Despite the coronavirus making ‘the world’s mightiest navy pointless’, the former head of the British Army, General Sir Peter Wall, has continued to argue for a 50% increase in defence spending, from 2% to 3% of GDP, in order to keep the UK as a ‘credible player on the world stage’. The postponement of the Review provides a welcome opportunity for a newly framed public debate around how resources should be directed towards the very real threats to human security that people face rather than military vanity projects.
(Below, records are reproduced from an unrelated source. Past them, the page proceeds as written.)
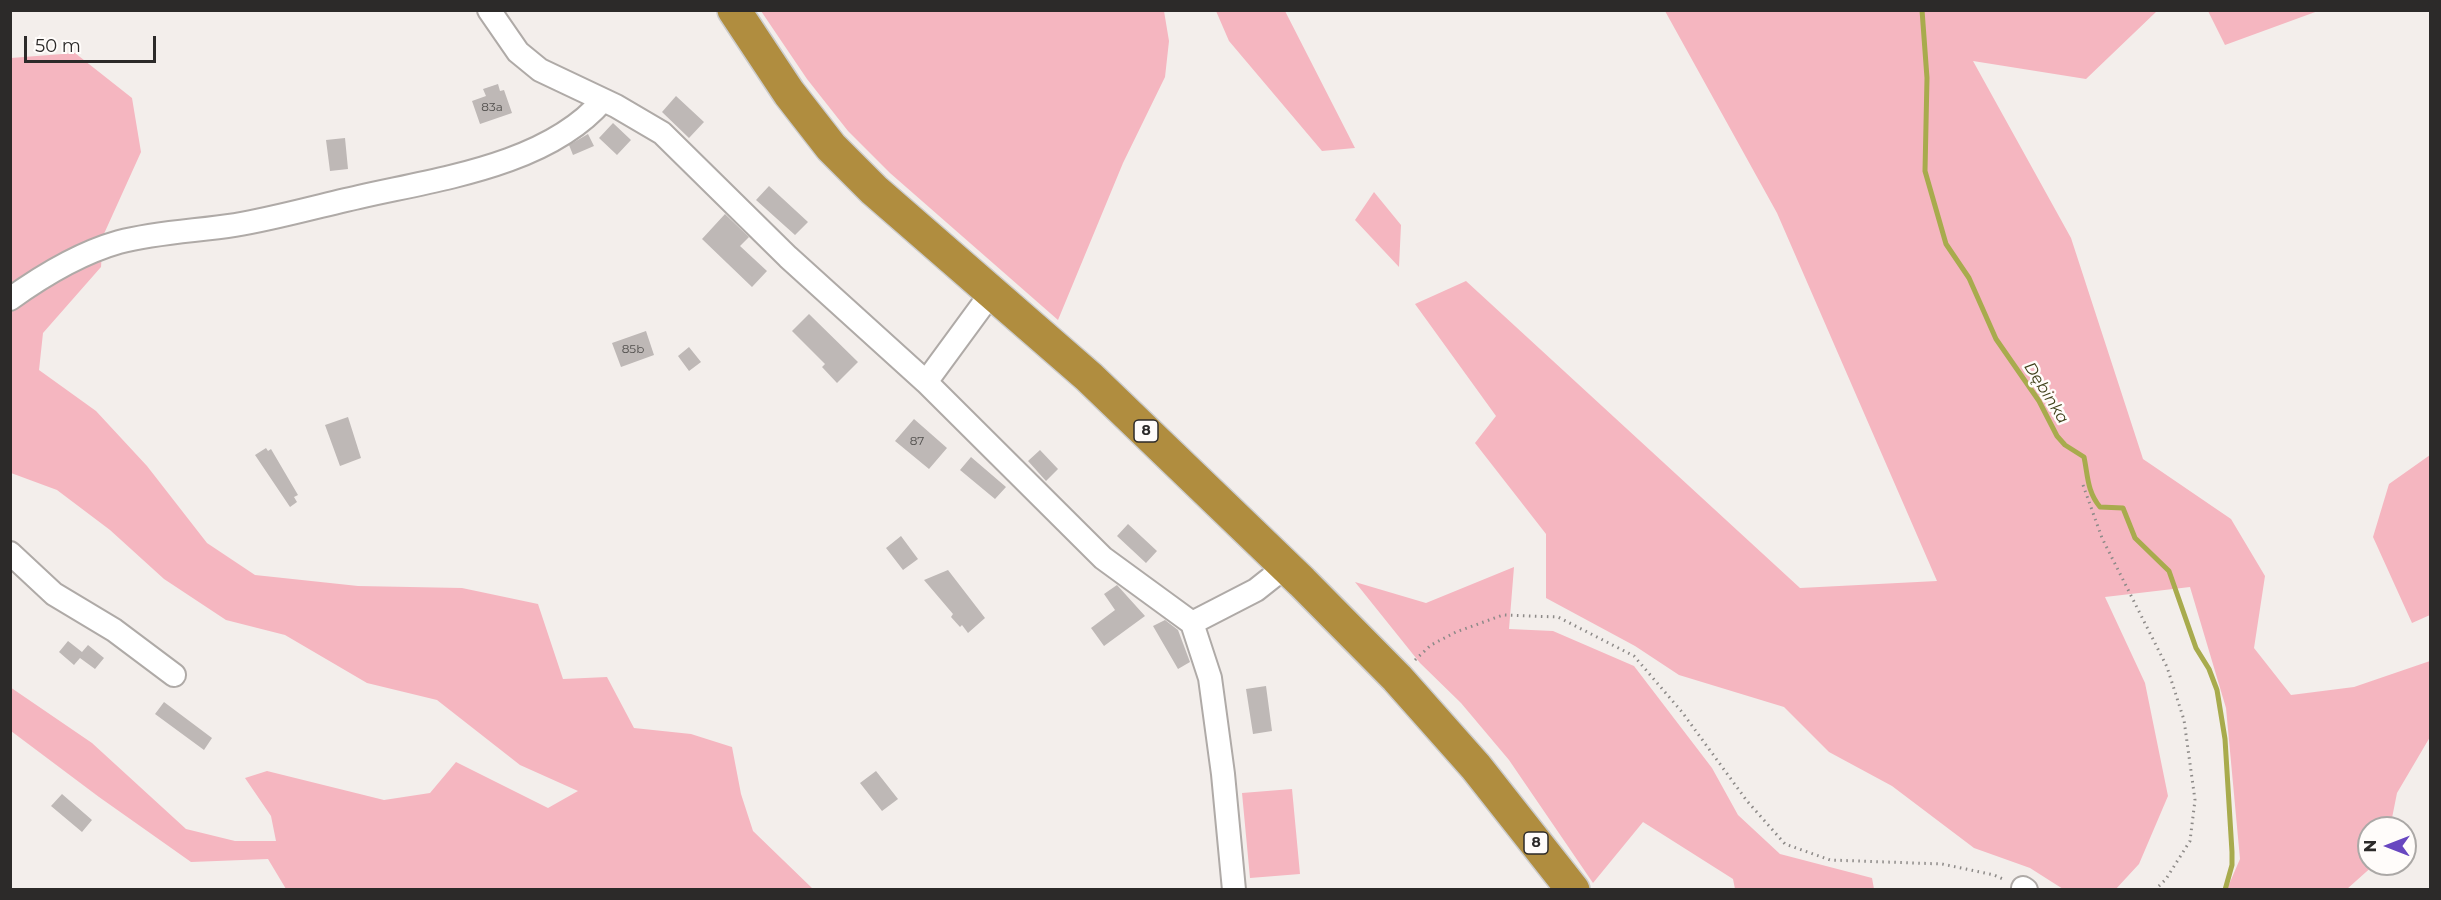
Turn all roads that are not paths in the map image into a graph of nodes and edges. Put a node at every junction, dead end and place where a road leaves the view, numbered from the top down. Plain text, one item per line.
1 (489, 10) edge
2 (734, 10) edge
3 (603, 100) junction
4 (992, 292) junction
5 (10, 299) edge
6 (926, 382) junction
7 (10, 553) edge
8 (1285, 567) junction
9 (1192, 623) junction
10 (174, 675) dead end
11 (1234, 890) edge
12 (1573, 890) edge

1 - 3 street
2 - 4 highway, 8
3 - 5 street
3 - 6 street
4 - 6 street
4 - 8 highway, 8
6 - 9 street
7 - 10 street
8 - 9 street
8 - 12 highway, 8
9 - 11 street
The MoD have also chosen this moment to launch a report on The Utility of Military Force and Public Understanding in Today’s Britain. The report, whose principle author is military historian Professor Sir Hew Strachan, was simplistically presented by the media as an argument for the reintroduction of national service. However, it does engage with some interesting areas of discussion around civil-military relations, although ultimately resting on some unchallenged assumptions and limited critique. We shall explore the report in more depth shortly.

Less nuanced is the Defence Instruction Notice published last week on contact between military personnel and the media. This reiteration of the rules that all communication must be authorised in advance is unlikely to help develop the ‘mature debate’ necessary to bridge the ‘communication gap between the government and the public on matters of defence policy’ that the Strachan report identifies.   
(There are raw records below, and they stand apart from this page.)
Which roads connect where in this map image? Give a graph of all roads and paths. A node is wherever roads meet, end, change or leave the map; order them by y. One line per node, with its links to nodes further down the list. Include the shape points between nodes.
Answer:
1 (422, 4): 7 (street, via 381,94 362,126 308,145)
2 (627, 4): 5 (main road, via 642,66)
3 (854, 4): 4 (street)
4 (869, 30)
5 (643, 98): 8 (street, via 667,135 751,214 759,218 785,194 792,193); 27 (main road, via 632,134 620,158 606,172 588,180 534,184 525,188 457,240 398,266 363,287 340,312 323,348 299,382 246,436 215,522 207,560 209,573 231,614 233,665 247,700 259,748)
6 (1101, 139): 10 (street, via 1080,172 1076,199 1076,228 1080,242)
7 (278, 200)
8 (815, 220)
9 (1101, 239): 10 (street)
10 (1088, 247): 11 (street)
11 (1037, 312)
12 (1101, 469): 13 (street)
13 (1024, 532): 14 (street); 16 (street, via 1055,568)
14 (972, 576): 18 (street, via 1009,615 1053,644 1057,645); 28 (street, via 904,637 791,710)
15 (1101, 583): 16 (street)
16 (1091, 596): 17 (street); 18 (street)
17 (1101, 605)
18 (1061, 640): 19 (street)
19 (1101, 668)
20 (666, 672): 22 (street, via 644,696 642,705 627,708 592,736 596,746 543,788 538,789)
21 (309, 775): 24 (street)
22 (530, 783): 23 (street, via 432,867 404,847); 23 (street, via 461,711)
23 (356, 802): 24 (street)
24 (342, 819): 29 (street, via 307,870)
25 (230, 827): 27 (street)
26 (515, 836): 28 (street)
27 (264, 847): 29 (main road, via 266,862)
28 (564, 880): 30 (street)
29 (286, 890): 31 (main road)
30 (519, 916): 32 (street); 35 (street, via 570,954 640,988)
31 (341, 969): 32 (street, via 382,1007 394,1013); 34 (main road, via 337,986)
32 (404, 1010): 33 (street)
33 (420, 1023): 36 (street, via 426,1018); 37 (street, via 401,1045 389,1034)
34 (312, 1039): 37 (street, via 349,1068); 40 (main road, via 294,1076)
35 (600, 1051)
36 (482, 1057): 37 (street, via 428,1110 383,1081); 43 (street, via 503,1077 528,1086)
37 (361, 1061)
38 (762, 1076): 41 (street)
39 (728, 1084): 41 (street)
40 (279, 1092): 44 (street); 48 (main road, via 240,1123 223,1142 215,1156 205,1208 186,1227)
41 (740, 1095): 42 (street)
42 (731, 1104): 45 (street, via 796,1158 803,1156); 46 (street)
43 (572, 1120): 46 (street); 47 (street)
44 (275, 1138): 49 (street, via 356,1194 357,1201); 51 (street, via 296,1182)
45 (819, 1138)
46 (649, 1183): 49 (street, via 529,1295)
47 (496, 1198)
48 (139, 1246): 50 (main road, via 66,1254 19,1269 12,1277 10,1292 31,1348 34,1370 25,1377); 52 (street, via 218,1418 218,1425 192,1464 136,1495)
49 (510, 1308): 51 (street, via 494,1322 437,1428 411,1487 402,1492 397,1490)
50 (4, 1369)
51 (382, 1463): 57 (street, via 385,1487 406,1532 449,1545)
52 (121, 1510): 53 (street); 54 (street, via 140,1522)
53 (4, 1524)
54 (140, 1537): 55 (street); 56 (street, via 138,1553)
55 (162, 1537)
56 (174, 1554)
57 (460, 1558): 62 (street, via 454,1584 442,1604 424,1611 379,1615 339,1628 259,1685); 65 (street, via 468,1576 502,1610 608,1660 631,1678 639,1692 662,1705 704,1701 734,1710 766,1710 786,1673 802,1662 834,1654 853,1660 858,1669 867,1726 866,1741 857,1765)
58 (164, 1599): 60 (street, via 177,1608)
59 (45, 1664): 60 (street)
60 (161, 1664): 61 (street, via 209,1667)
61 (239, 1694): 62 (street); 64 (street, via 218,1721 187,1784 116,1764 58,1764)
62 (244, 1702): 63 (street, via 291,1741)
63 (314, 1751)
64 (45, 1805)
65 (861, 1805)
New data released by the Stockholm International Peace Research Institute in April 2020 reveals a post-WW2 record in military spending in 2019. From the Global Campaign on Military Spending.

Challenging defence as usual 

In response to the United Nations Secretary General’s call for a worldwide break in armed violence under the banner of a global ceasefire, more than 2 million people and 70 member states around the world have now supported it. Although major powers on the UN Security Council are not enamoured with the idea, the UK Foreign Secretary Dominic Raab has supported it. However, as the Campaign Against Arms Trade makes clear, this needs to be backed up with ceasing to sell weapons as well as ceasing to fire them.

#HealthcareNotWarfare. From the month of action on military spending.

While the pandemic has already seen the UK draw down some troops from long standing deployments like Iraq, it was revealed that the RAF and BAE Systems continue to be active in supporting Saudi Arabia’s assault on Yemen. In evidence to the Defence Committee, the Defence Secretary Ben Wallace said that arms industry production has been encouraged to continue. How support for a global ceasefire becomes more than just gesture politics, explored in this article by The Crisis Group, and how the Covid crisis impacts our collective understanding of security and the role of ‘defence’, will be an important public debate in the coming years.